Pittsburgh Audio Lopass Gate
Lopass Gate (LPG)
Triple Mode Filter, VCA, Lopass Gate
The Pittsburgh Modular Lopass Gate module is a new take on a classic. Our intention was not to clone but to reengineer and expand on the original idea. Our module includes an amazing new self-oscillating resonance circuit and a quieter vactrol based VCA circuit with true unity gain. Voltage control of the module is handled using an invertible, attenuated input and ping input. The ping input takes any gate or square wave and converts it into a very tight trigger used to ping the vactrol.
In lowpass filter mode, frequency sweeps are warm and buttery and resonance is smooth and controlled until it gets near self oscillation. At this point the Pittsburgh Modular LPG module turns into a shouting beast. High resonance creates an edgier, shattered, more direct sound. It never loses control but is always teetering on the edge. Having both the smooth and snarling responses available creates a filter that is perfect for almost any situation.
In VCA mode, we worked very hard to reduce the bleed associated with most lopass gate circuits without resorting to tricks like adding an a traditional VCA after the vactrol circuit. After considerable effort, we succeeded in creating a vactrol based VCA that is identical or better in performance to our 2164 based Dual VCA module.
All the work we did on the filter and VCA come together with the lopass gate mode. The buttery warmth of the filter teams with the best attributes of the vactrol based VCA to create an impressive take on the original lopass gate.
HISTORY AND THEORY BEHIND THE LOPASS GATE
The lopass gate module is unique in the way that it simulates the characteristics of natural instruments. When used in lopass gate mode, louder sounds contain more harmonic content and quieter sounds contain less harmonic content.
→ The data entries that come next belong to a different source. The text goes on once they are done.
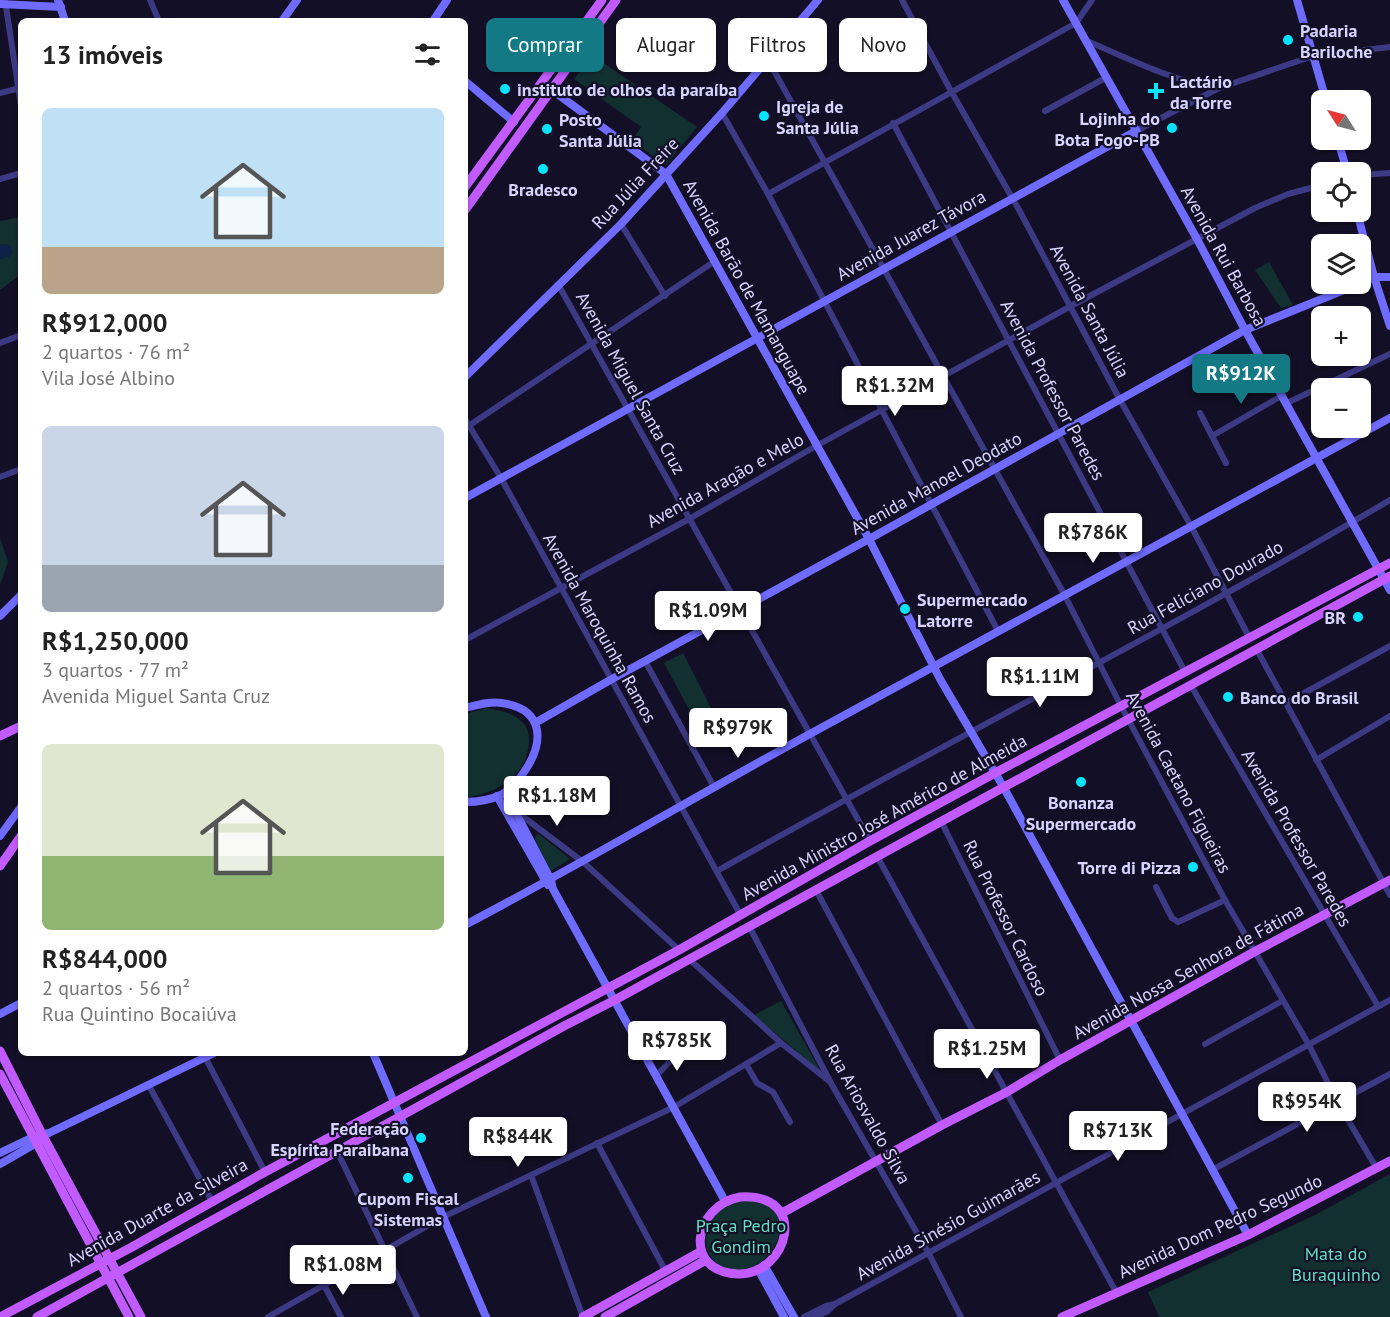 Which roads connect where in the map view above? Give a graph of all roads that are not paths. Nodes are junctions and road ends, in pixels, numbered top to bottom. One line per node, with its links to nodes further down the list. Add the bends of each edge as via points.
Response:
1 (150, 0): 14 (street)
2 (297, 0): 15 (street)
3 (447, 0): 16 (street)
4 (602, 0): 35 (main road)
5 (616, 0): 29 (main road)
6 (818, 0): 17 (street, Rua Júlia Freire)
7 (902, 0): 31 (street, Avenida Santa Júlia)
8 (1063, 0): 18 (street, Avenida Rui Barbosa)
9 (1092, 0): 18 (street)
10 (1297, 0): 21 (street)
11 (3, 3): 12 (street); 25 (street)
12 (59, 3): 13 (street)
13 (64, 18)
14 (158, 18)
15 (284, 18)
16 (435, 18)
17 (803, 18)
18 (1076, 23): 19 (street, Avenida Rui Barbosa); 31 (street)
19 (1087, 41): 24 (street, Avenida Rui Barbosa); 28 (street, via 1160,73)
20 (1390, 47): 21 (street, Avenida Juarez Távora)
21 (1313, 56): 28 (street, Avenida Juarez Távora); 30 (street)
22 (758, 72): 34 (street, Rua Júlia Freire)
23 (775, 72): 38 (street, Avenida Caetano Figueiras)
24 (1107, 77): 33 (street); 37 (street, Avenida Rui Barbosa)
25 (18, 78)
26 (468, 84): 35 (street)
27 (18, 88): 32 (street)
28 (1219, 88): 37 (street, Avenida Juarez Távora)
29 (552, 90): 41 (street, Avenida Barão de Mamanguape); 47 (main road)
30 (1323, 90)
31 (951, 91): 36 (street); 49 (street, Avenida Santa Júlia)
32 (0, 93)
33 (1045, 111)
34 (722, 113): 41 (street, Rua Júlia Freire); 48 (street)
35 (514, 122): 44 (main road)
36 (892, 123): 38 (street); 53 (street, Avenida Professor Paredes)
37 (1136, 131): 49 (street, Avenida Juarez Távora); 54 (street, Avenida Rui Barbosa)
38 (825, 161): 48 (street); 56 (street, Avenida Caetano Figueiras)
39 (1390, 173): 42 (street)
40 (18, 174): 43 (street)
41 (666, 174): 52 (street, Rua Júlia Freire); 55 (street, Avenida Barão de Mamanguape)
42 (1371, 175)
43 (0, 179)
44 (468, 182)
45 (468, 186): 47 (street)
46 (1311, 188): 54 (street, Avenida Aragão e Melo, via 1273,199)
47 (479, 189): 50 (main road)
48 (768, 194): 63 (street)
49 (1012, 199): 53 (street, Avenida Juarez Távora); 64 (street, Avenida Santa Júlia)
50 (468, 206)
51 (1360, 222): 57 (street)
52 (621, 224): 60 (street, Rua Júlia Freire); 62 (street)
53 (951, 232): 56 (street, Avenida Juarez Távora); 69 (street, Avenida Professor Paredes)
54 (1197, 238): 64 (street, Avenida Aragão e Melo); 66 (street, Avenida Rui Barbosa)
55 (715, 261): 62 (street); 68 (street, Avenida Barão de Mamanguape)
56 (884, 269): 63 (street, Avenida Juarez Távora); 74 (street, Avenida Caetano Figueiras)
57 (1374, 277): 58 (street); 59 (street, Avenida Manoel Deodato); 65 (street)
58 (1390, 277)
59 (1371, 278)
60 (559, 286): 71 (street, Avenida Miguel Santa Cruz); 73 (street, Rua Júlia Freire)
61 (1333, 294): 66 (street, Avenida Manoel Deodato)
62 (665, 296): 71 (street)
63 (824, 302): 68 (street, Avenida Juarez Távora); 79 (street)
64 (1071, 306): 69 (street, Avenida Aragão e Melo); 76 (street, Avenida Santa Júlia)
65 (1390, 326)
66 (1245, 330): 75 (street, Avenida Rui Barbosa); 76 (street, Avenida Manoel Deodato)
67 (18, 336): 70 (street)
68 (757, 337): 78 (street, Avenida Juarez Távora); 86 (street, Avenida Barão de Mamanguape)
69 (1009, 340): 74 (street, Avenida Aragão e Melo); 84 (street, Avenida Professor Paredes)
70 (0, 343)
71 (592, 345): 78 (street, Avenida Miguel Santa Cruz); 82 (street)
72 (1390, 354): 77 (street)
73 (468, 374)
74 (944, 376): 79 (street, Avenida Aragão e Melo); 89 (street, Avenida Caetano Figueiras)
75 (1283, 395): 77 (street, Avenida Rui Barbosa); 85 (street)
76 (1120, 400): 84 (street, Avenida Manoel Deodato); 98 (street, Avenida Santa Júlia)
77 (1287, 403): 87 (street, Avenida Rui Barbosa)
78 (629, 409): 92 (street, Avenida Juarez Távora); 96 (street, Avenida Miguel Santa Cruz)
79 (881, 411): 86 (street, Avenida Aragão e Melo); 95 (street)
80 (1200, 413): 85 (street)
81 (1390, 418): 87 (street)
82 (468, 421)
83 (468, 424): 92 (street, Avenida Maroquinha Ramos)
84 (1058, 434): 89 (street, Avenida Manoel Deodato); 100 (street, Avenida Professor Paredes)
85 (1212, 436): 88 (street)
86 (816, 446): 96 (street, Avenida Aragão e Melo); 99 (street, Avenida Barão de Mamanguape)
87 (1317, 458): 97 (street, Avenida Rui Barbosa); 98 (street)
88 (1226, 463)
89 (994, 469): 95 (street, Avenida Manoel Deodato); 106 (street, Avenida Caetano Figueiras)
90 (18, 470): 91 (street)
91 (0, 477)
92 (501, 478): 93 (street, Avenida Juarez Távora); 104 (street, Avenida Maroquinha Ramos)
93 (468, 496)
94 (1390, 500): 97 (street, Rua Feliciano Dourado)
95 (932, 502): 99 (street, Avenida Manoel Deodato); 112 (street)
96 (689, 519): 104 (street, Avenida Aragão e Melo); 109 (street, Avenida Miguel Santa Cruz)
97 (1353, 521): 102 (street, Avenida Rui Barbosa); 107 (street, Rua Feliciano Dourado)
98 (1191, 526): 100 (street); 107 (street, Avenida Santa Júlia)
99 (869, 539): 109 (street, Avenida Manoel Deodato); 119 (street, Avenida Barão de Mamanguape)
100 (1126, 562): 106 (street); 111 (street, Avenida Professor Paredes)
101 (1390, 563): 102 (main road, Avenida Ministro José Américo de Almeida)
102 (1379, 569): 103 (street, Avenida Rui Barbosa); 113 (main road, Avenida Ministro José Américo de Almeida)
103 (1387, 578): 105 (street, Avenida Rui Barbosa); 116 (main road, Avenida Ministro José Américo de Almeida)
104 (561, 587): 114 (street, Avenida Aragão e Melo); 121 (street, Avenida Maroquinha Ramos)
105 (1390, 590)
106 (1064, 594): 112 (street); 118 (street, Avenida Caetano Figueiras)
107 (1226, 594): 111 (street, Rua Feliciano Dourado); 113 (street, Avenida Santa Júlia)
108 (18, 599): 110 (street)
109 (740, 610): 117 (street, Avenida Manoel Deodato); 131 (street, Avenida Miguel Santa Cruz)
110 (0, 616)
111 (1162, 629): 118 (street, Rua Feliciano Dourado); 120 (street, Avenida Professor Paredes)
112 (998, 630): 119 (street)
113 (1249, 637): 120 (main road, Avenida Ministro José Américo de Almeida)
114 (468, 638)
115 (1390, 646): 123 (street)
116 (1256, 648): 122 (main road, Avenida Ministro José Américo de Almeida); 123 (street)
117 (645, 661): 121 (street, Avenida Manoel Deodato); 135 (street)
118 (1099, 663): 124 (street, Avenida Caetano Figueiras); 130 (street, Rua Feliciano Dourado)
119 (934, 666): 130 (street, Avenida Barão de Mamanguape); 131 (street)
120 (1185, 672): 124 (main road, Avenida Ministro José Américo de Almeida)
121 (612, 679): 128 (street, Avenida Manoel Deodato); 141 (street, Avenida Maroquinha Ramos)
122 (1191, 684): 127 (main road, Avenida Ministro José Américo de Almeida); 158 (street, Avenida Professor Paredes)
123 (1286, 703): 133 (street)
124 (1121, 706): 127 (street, Avenida Caetano Figueiras); 134 (main road, Avenida Ministro José Américo de Almeida)
125 (468, 707): 128 (street, via 500,702 523,710)
126 (1390, 716): 133 (street)
127 (1127, 719): 136 (main road, Avenida Ministro José Américo de Almeida); 157 (street, Avenida Caetano Figueiras)
128 (535, 723): 137 (street, via 536,753)
129 (18, 727): 132 (main road)
130 (970, 731): 134 (street, Avenida Barão de Mamanguape); 139 (street, Rua Feliciano Dourado)
131 (809, 734): 135 (street); 139 (street, Avenida Miguel Santa Cruz)
132 (0, 736)
133 (1317, 760): 153 (street)
134 (995, 773): 136 (street, Avenida Barão de Mamanguape); 147 (main road, Avenida Ministro José Américo de Almeida)
135 (714, 787): 141 (street)
136 (1004, 788): 144 (main road, Avenida Ministro José Américo de Almeida); 172 (street, Avenida Barão de Mamanguape)
137 (506, 792): 138 (street); 143 (street)
138 (497, 796): 140 (street); 152 (street)
139 (845, 799): 147 (street, Avenida Miguel Santa Cruz); 151 (street, Rua Feliciano Dourado)
140 (468, 802)
141 (681, 806): 149 (street); 151 (street, Avenida Maroquinha Ramos)
142 (18, 811): 145 (street)
143 (517, 812): 149 (street); 152 (street)
144 (941, 821): 148 (main road, Avenida Ministro José Américo de Almeida); 181 (street, Rua Professor Cardoso)
145 (0, 836)
146 (18, 840): 150 (main road)
147 (870, 841): 159 (main road, Avenida Ministro José Américo de Almeida)
148 (877, 856): 155 (main road, Avenida Ministro José Américo de Almeida); 188 (street)
149 (582, 862): 152 (street); 162 (street)
150 (0, 866)
151 (717, 871): 159 (street, Avenida Maroquinha Ramos)
152 (548, 881): 160 (street); 165 (street)
153 (1387, 882): 156 (street); 158 (main road, Avenida Nossa Senhora de Fátima)
154 (1156, 888): 157 (street, via 1178,922)
155 (816, 890): 161 (main road, Avenida Ministro José Américo de Almeida); 195 (street)
156 (1390, 895)
157 (1225, 900): 163 (street, Avenida Caetano Figueiras)
158 (1325, 915): 163 (main road, Avenida Nossa Senhora de Fátima); 170 (street, Avenida Professor Paredes)
159 (741, 916): 162 (main road, Avenida Ministro José Américo de Almeida)
160 (468, 924)
161 (749, 926): 164 (main road, Avenida Ministro José Américo de Almeida); 187 (street, Rua Ariosvaldo Silva)
162 (679, 950): 165 (main road, Avenida Ministro José Américo de Almeida)
163 (1254, 952): 166 (street, Avenida Caetano Figueiras); 172 (main road, Avenida Nossa Senhora de Fátima)
164 (689, 959): 168 (main road, Avenida Ministro José Américo de Almeida); 173 (street)
165 (606, 988): 168 (street); 190 (main road, Avenida Ministro José Américo de Almeida)
166 (1282, 1000): 174 (street); 175 (street, Avenida Caetano Figueiras)
167 (1390, 1000): 170 (street, Avenida Sinésio Guimarães)
168 (614, 1001): 185 (street); 193 (main road, Avenida Ministro José Américo de Almeida)
169 (18, 1005): 171 (street)
170 (1378, 1006): 175 (street, Avenida Sinésio Guimarães)
171 (0, 1014)
172 (1130, 1021): 181 (main road, Avenida Nossa Senhora de Fátima); 192 (street, Avenida Barão de Mamanguape)
173 (781, 1043): 182 (street); 187 (street)
174 (1205, 1044)
175 (1309, 1045): 189 (street, Avenida Caetano Figueiras); 192 (street, Avenida Sinésio Guimarães)
176 (0, 1051): 196 (main road)
177 (680, 1051): 185 (street)
178 (209, 1056): 180 (street)
179 (374, 1056): 190 (street)
180 (205, 1058): 186 (street); 205 (street)
181 (1060, 1060): 188 (main road, Avenida Nossa Senhora de Fátima)
182 (746, 1064): 191 (street); 194 (street, via 757,1083 773,1092)
183 (0, 1074): 196 (main road)
184 (1390, 1074): 189 (street)
185 (656, 1076): 191 (street)
186 (148, 1084): 196 (street); 208 (street)
187 (832, 1084): 200 (street, Rua Ariosvaldo Silva)
188 (1007, 1092): 195 (main road, Avenida Nossa Senhora de Fátima); 207 (street)
189 (1338, 1103): 203 (street, Avenida Caetano Figueiras); 204 (street)
190 (395, 1104): 193 (street); 205 (main road, Avenida Duarte da Silveira)
191 (674, 1107): 197 (street); 209 (street)
192 (1181, 1113): 204 (street, Avenida Barão de Mamanguape); 207 (street, Avenida Sinésio Guimarães)
193 (401, 1116): 198 (main road, Avenida Duarte da Silveira); 211 (street)
194 (790, 1122)
195 (942, 1125): 200 (main road, Avenida Nossa Senhora de Fátima)
196 (41, 1137): 199 (street); 202 (street); 216 (main road)
197 (597, 1143): 206 (street); 218 (street)
198 (337, 1151): 213 (street); 219 (main road, Avenida Duarte da Silveira)
199 (0, 1153)
200 (876, 1161): 210 (main road, Avenida Nossa Senhora de Fátima); 214 (street, Rua Ariosvaldo Silva)
201 (1390, 1161): 203 (main road, Avenida Dom Pedro Segundo)
202 (0, 1164)
203 (1377, 1169): 212 (main road, Avenida Dom Pedro Segundo)
204 (1212, 1170): 212 (street, Avenida Barão de Mamanguape)
205 (265, 1172): 208 (main road, Avenida Duarte da Silveira)
206 (531, 1175): 211 (street); 231 (street)
207 (1057, 1182): 214 (street, Avenida Sinésio Guimarães); 221 (street)
208 (212, 1202): 216 (main road, Avenida Duarte da Silveira)
209 (725, 1202): 210 (main road, via 757,1197); 215 (main road, via 705,1222 700,1235)
210 (782, 1213): 217 (main road, via 782,1244)
211 (443, 1217): 213 (street); 230 (street)
212 (1248, 1235): 221 (main road, Avenida Dom Pedro Segundo)
213 (383, 1250): 220 (street); 229 (street)
214 (929, 1254): 222 (street, Avenida Sinésio Guimarães); 237 (street, Rua Ariosvaldo Silva)
215 (703, 1256): 217 (main road, via 732,1273 748,1273); 218 (main road); 232 (main road)
216 (105, 1261): 219 (main road); 223 (main road, Avenida Duarte da Silveira)
217 (761, 1267): 233 (street); 234 (street)
218 (666, 1272): 231 (main road)
219 (113, 1276): 224 (main road, Avenida Duarte da Silveira); 225 (main road); 226 (main road)
220 (324, 1285): 227 (street); 228 (street)
221 (1116, 1292): 238 (main road, Avenida Dom Pedro Segundo)
222 (835, 1304): 235 (street, Avenida Sinésio Guimarães); 236 (street, Avenida Sinésio Guimarães)
223 (0, 1317)
224 (37, 1317)
225 (129, 1317)
226 (141, 1317)
227 (268, 1317)
228 (341, 1317)
229 (417, 1317)
230 (486, 1317)
231 (583, 1317)
232 (605, 1317)
233 (784, 1317)
234 (794, 1317)
235 (804, 1317)
236 (815, 1317)
237 (961, 1317)
238 (1062, 1317)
This is not the case when using a standard VCA such as the Pittsburgh Modular Dual VCA module. A standard VCA simply changes the loudness of the sound without changing the harmonic content. There is no reason that synthesizers need to simulate how acoustic instruments function but because of how it affects the harmonic content of sound, a lowpass gate sounds more organic or natural compared to a standard filter/vca chain.
The circuitry behind the lopass gate has evolved over the years to include resonance and more complex modulation options but the ability to switch between voltage controlled amplifier, low pass filter, and a third mode which uses both the VCA and filter together remains at the core of the modules functionality. A lot of the characteristics associated with the lopass gate circuit come from the use of vactrols. A vactrol is an optoelectronic device consisting of an LED and light detector enclosed in a light tight package. The elements of the vactrol are optically coupled and electrically isolated from each other. When the LED within the vactrol turns on, the light detector reacts very quickly creating a very sharp attack, however, when the LED turns off, the light detector within the vactrol does not react as quickly and closes more slowly. That slow decay or ringing is the quality most associated with the lopass gate. Therefore, using a very short trigger to ping the vactrol will not result in a very short sound, instead the result is an organic percussive sound with an natural sounding decay.
The lopass gate uses a Sallen-Key filter. The Sallen-Key filter is a 2 pole 12db filter with a very buttery, natural sound. In addition to the lopass gate, the Sallen-Key filter was used as the core of Korg's classic MS-10 and MS-20 filters. Although the Korg filters are remembered for their biting growl, that has more to do with the resonance then with the filter itself.